Saved data entries:
..........

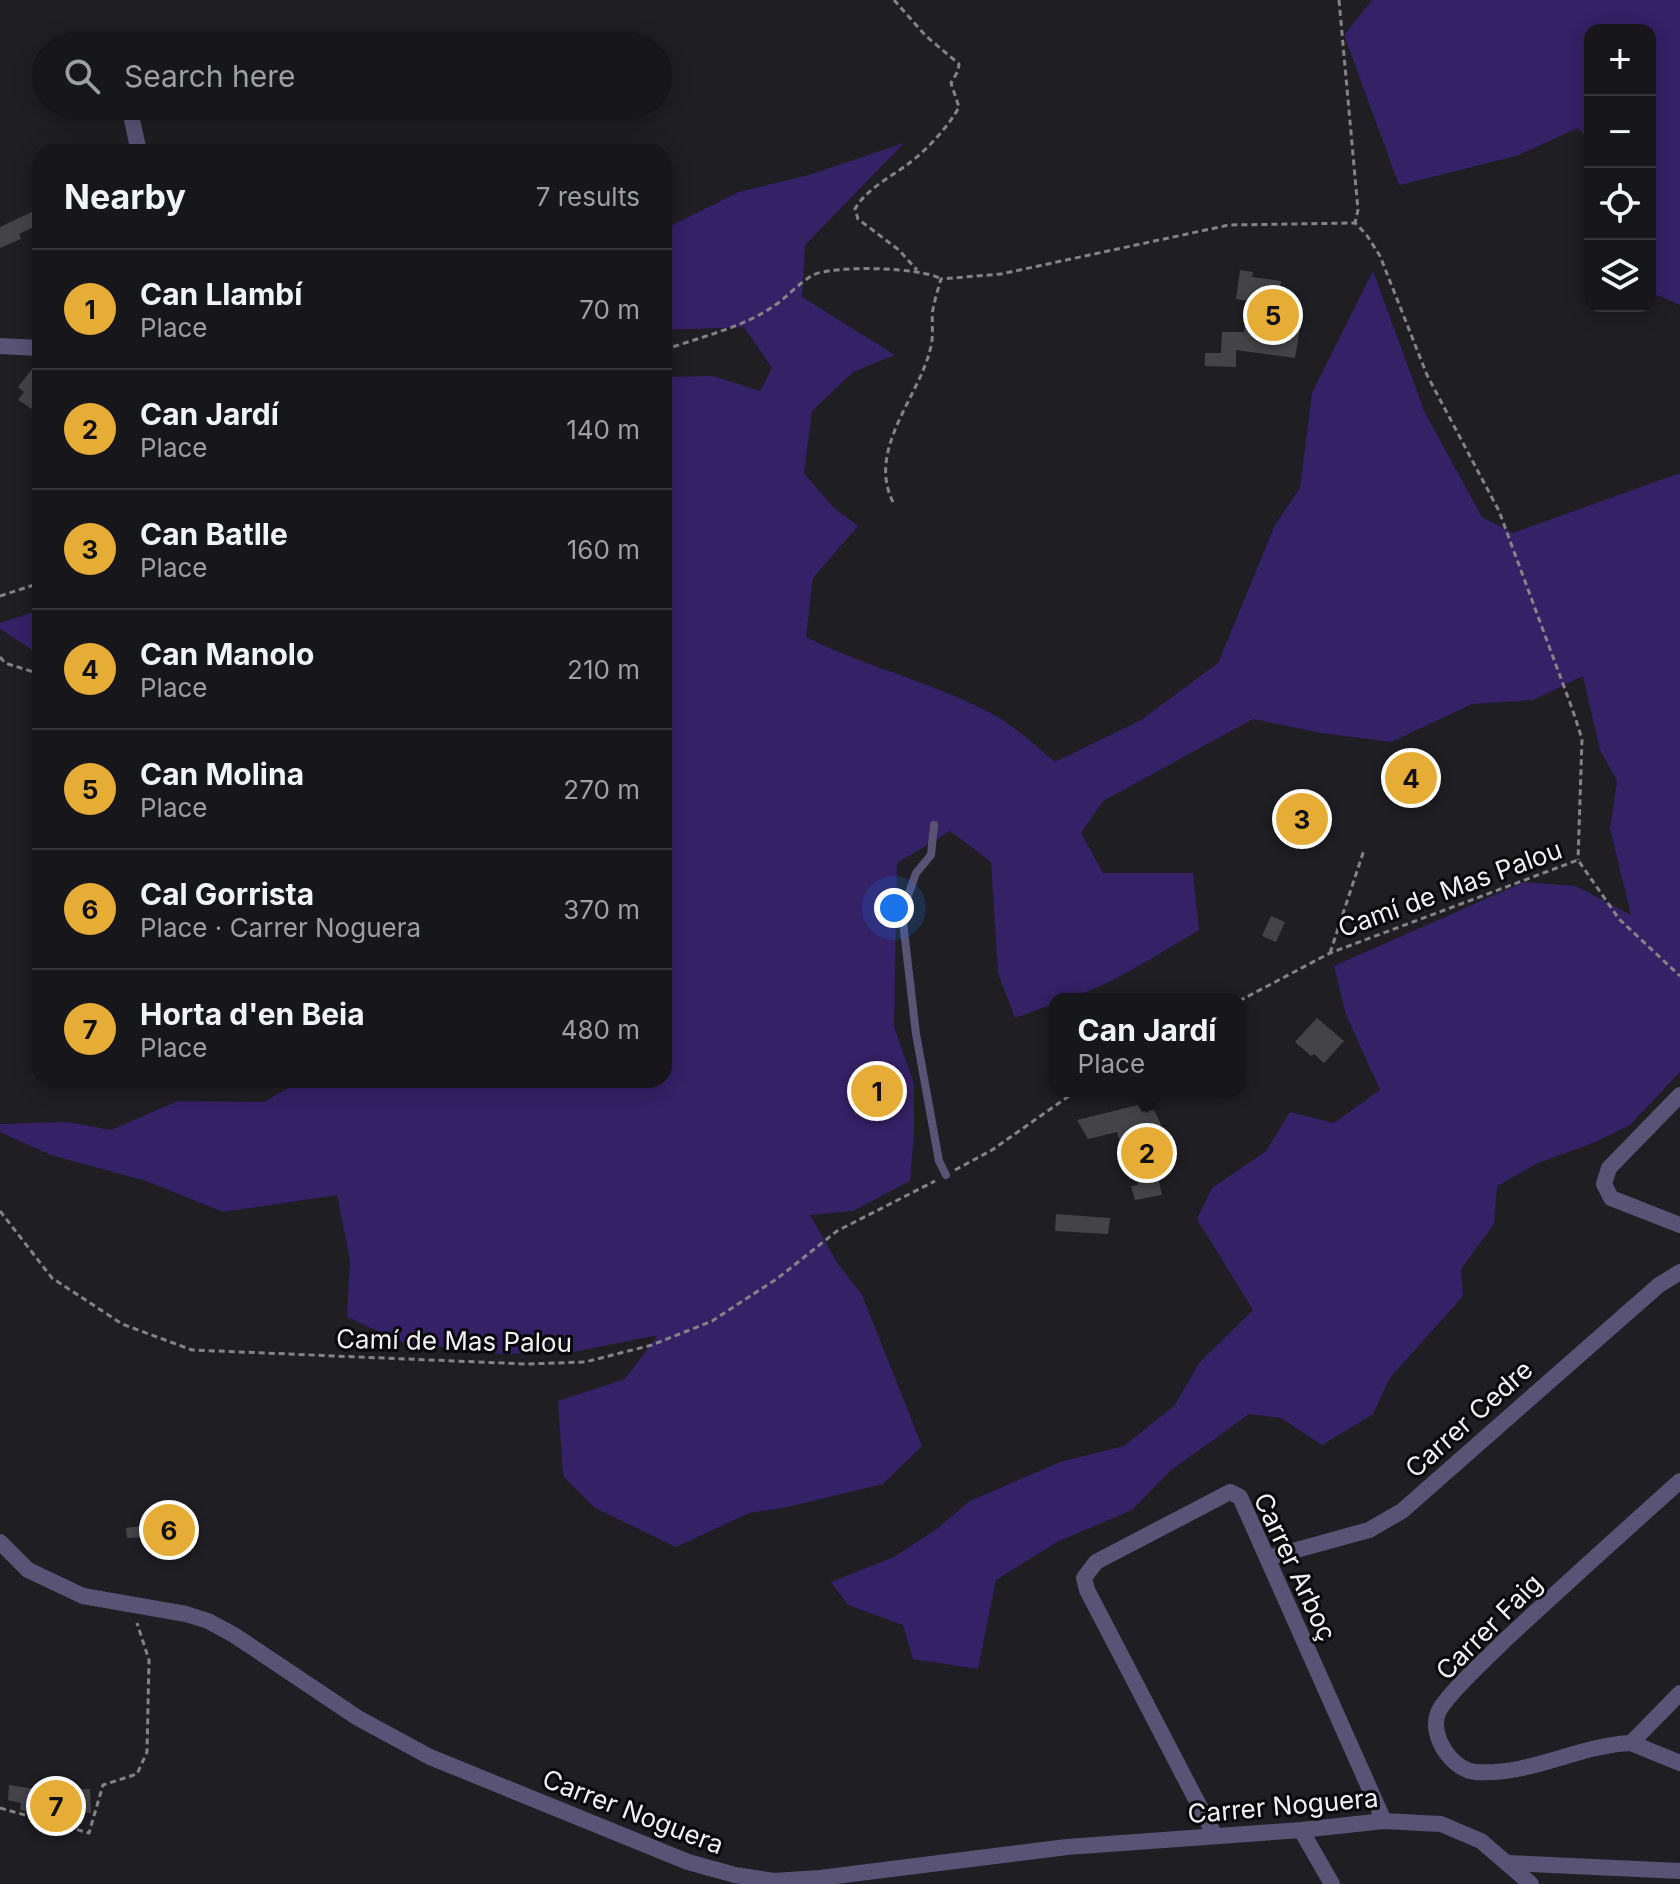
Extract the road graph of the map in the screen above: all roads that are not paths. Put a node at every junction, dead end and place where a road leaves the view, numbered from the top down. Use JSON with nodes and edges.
{"nodes":[{"id":1,"x":132,"y":120,"type":"edge"},
{"id":2,"x":137,"y":144,"type":"edge"},
{"id":3,"x":0,"y":346,"type":"edge"},
{"id":4,"x":32,"y":348,"type":"edge"},
{"id":5,"x":934,"y":825,"type":"dead end"},
{"id":6,"x":1680,"y":1095,"type":"edge"},
{"id":7,"x":946,"y":1175,"type":"road end"},
{"id":8,"x":1680,"y":1225,"type":"edge"},
{"id":9,"x":1680,"y":1272,"type":"edge"},
{"id":10,"x":1680,"y":1481,"type":"edge"},
{"id":11,"x":0,"y":1542,"type":"edge"},
{"id":12,"x":1267,"y":1558,"type":"junction"},
{"id":13,"x":1680,"y":1693,"type":"edge"},
{"id":14,"x":1631,"y":1743,"type":"junction"},
{"id":15,"x":1680,"y":1763,"type":"edge"},
{"id":16,"x":1384,"y":1821,"type":"junction"},
{"id":17,"x":1301,"y":1830,"type":"junction"},
{"id":18,"x":1215,"y":1836,"type":"junction"},
{"id":19,"x":1508,"y":1863,"type":"junction"},
{"id":20,"x":1680,"y":1871,"type":"edge"},
{"id":21,"x":1332,"y":1884,"type":"edge"},
{"id":22,"x":1531,"y":1884,"type":"edge"}],
"edges":[{"from":1,"to":2,"type":"street"},
{"from":3,"to":4,"type":"street"},
{"from":5,"to":7,"type":"lane"},
{"from":6,"to":8,"type":"street"},
{"from":9,"to":12,"type":"street","name":"Carrer Cedre"},
{"from":10,"to":14,"type":"street","name":"Carrer Faig"},
{"from":11,"to":18,"type":"street","name":"Carrer Noguera"},
{"from":12,"to":16,"type":"street","name":"Carrer Arboç"},
{"from":12,"to":18,"type":"street","name":"Carrer Arboç"},
{"from":13,"to":14,"type":"street"},
{"from":14,"to":15,"type":"street"},
{"from":16,"to":17,"type":"street","name":"Carrer Noguera"},
{"from":16,"to":19,"type":"street","name":"Carrer Noguera"},
{"from":17,"to":18,"type":"street","name":"Carrer Noguera"},
{"from":17,"to":21,"type":"street"},
{"from":19,"to":20,"type":"street"},
{"from":19,"to":22,"type":"street","name":"Carrer Noguera"}]}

..........

**YOUR ASSIGNMENT**
Please copy out each line in the entries that mentions the string "Arboç".

**ANSWER BOX**
{"from":12,"to":16,"type":"street","name":"Carrer Arboç"},
{"from":12,"to":18,"type":"street","name":"Carrer Arboç"},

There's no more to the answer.